(Stored data)
^^^^^^^^^^^^^^^^

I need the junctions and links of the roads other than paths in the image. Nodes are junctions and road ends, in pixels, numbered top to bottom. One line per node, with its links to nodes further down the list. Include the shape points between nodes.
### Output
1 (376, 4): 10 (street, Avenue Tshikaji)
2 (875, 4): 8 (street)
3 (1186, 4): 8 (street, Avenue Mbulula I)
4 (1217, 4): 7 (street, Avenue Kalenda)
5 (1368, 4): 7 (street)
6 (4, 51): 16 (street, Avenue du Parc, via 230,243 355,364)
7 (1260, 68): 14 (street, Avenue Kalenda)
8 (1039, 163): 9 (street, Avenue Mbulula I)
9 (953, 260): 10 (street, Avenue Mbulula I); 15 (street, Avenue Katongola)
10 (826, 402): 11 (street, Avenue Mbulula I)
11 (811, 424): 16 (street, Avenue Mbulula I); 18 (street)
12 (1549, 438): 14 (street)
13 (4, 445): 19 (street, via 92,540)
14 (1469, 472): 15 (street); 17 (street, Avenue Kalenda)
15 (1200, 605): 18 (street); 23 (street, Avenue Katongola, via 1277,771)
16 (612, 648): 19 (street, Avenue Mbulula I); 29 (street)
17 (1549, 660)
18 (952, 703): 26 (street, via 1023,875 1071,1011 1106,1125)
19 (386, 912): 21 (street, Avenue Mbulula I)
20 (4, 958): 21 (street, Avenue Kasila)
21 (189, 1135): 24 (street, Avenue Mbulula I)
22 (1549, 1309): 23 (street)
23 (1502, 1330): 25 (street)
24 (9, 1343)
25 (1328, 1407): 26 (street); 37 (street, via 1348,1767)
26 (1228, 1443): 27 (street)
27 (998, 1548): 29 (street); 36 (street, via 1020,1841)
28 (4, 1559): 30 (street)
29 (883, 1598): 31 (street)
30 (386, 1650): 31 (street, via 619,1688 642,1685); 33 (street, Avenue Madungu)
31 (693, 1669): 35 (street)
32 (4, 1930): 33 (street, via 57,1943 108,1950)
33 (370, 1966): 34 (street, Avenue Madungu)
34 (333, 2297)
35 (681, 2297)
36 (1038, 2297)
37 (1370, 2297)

^^^^^^^^^^^^^^^^

▸ What you should do:
Generate an exact reproduction of all entries.

▸ Response area:
I need the junctions and links of the roads other than paths in the image. Nodes are junctions and road ends, in pixels, numbered top to bottom. One line per node, with its links to nodes further down the list. Include the shape points between nodes.
### Output
1 (376, 4): 10 (street, Avenue Tshikaji)
2 (875, 4): 8 (street)
3 (1186, 4): 8 (street, Avenue Mbulula I)
4 (1217, 4): 7 (street, Avenue Kalenda)
5 (1368, 4): 7 (street)
6 (4, 51): 16 (street, Avenue du Parc, via 230,243 355,364)
7 (1260, 68): 14 (street, Avenue Kalenda)
8 (1039, 163): 9 (street, Avenue Mbulula I)
9 (953, 260): 10 (street, Avenue Mbulula I); 15 (street, Avenue Katongola)
10 (826, 402): 11 (street, Avenue Mbulula I)
11 (811, 424): 16 (street, Avenue Mbulula I); 18 (street)
12 (1549, 438): 14 (street)
13 (4, 445): 19 (street, via 92,540)
14 (1469, 472): 15 (street); 17 (street, Avenue Kalenda)
15 (1200, 605): 18 (street); 23 (street, Avenue Katongola, via 1277,771)
16 (612, 648): 19 (street, Avenue Mbulula I); 29 (street)
17 (1549, 660)
18 (952, 703): 26 (street, via 1023,875 1071,1011 1106,1125)
19 (386, 912): 21 (street, Avenue Mbulula I)
20 (4, 958): 21 (street, Avenue Kasila)
21 (189, 1135): 24 (street, Avenue Mbulula I)
22 (1549, 1309): 23 (street)
23 (1502, 1330): 25 (street)
24 (9, 1343)
25 (1328, 1407): 26 (street); 37 (street, via 1348,1767)
26 (1228, 1443): 27 (street)
27 (998, 1548): 29 (street); 36 (street, via 1020,1841)
28 (4, 1559): 30 (street)
29 (883, 1598): 31 (street)
30 (386, 1650): 31 (street, via 619,1688 642,1685); 33 (street, Avenue Madungu)
31 (693, 1669): 35 (street)
32 (4, 1930): 33 (street, via 57,1943 108,1950)
33 (370, 1966): 34 (street, Avenue Madungu)
34 (333, 2297)
35 (681, 2297)
36 (1038, 2297)
37 (1370, 2297)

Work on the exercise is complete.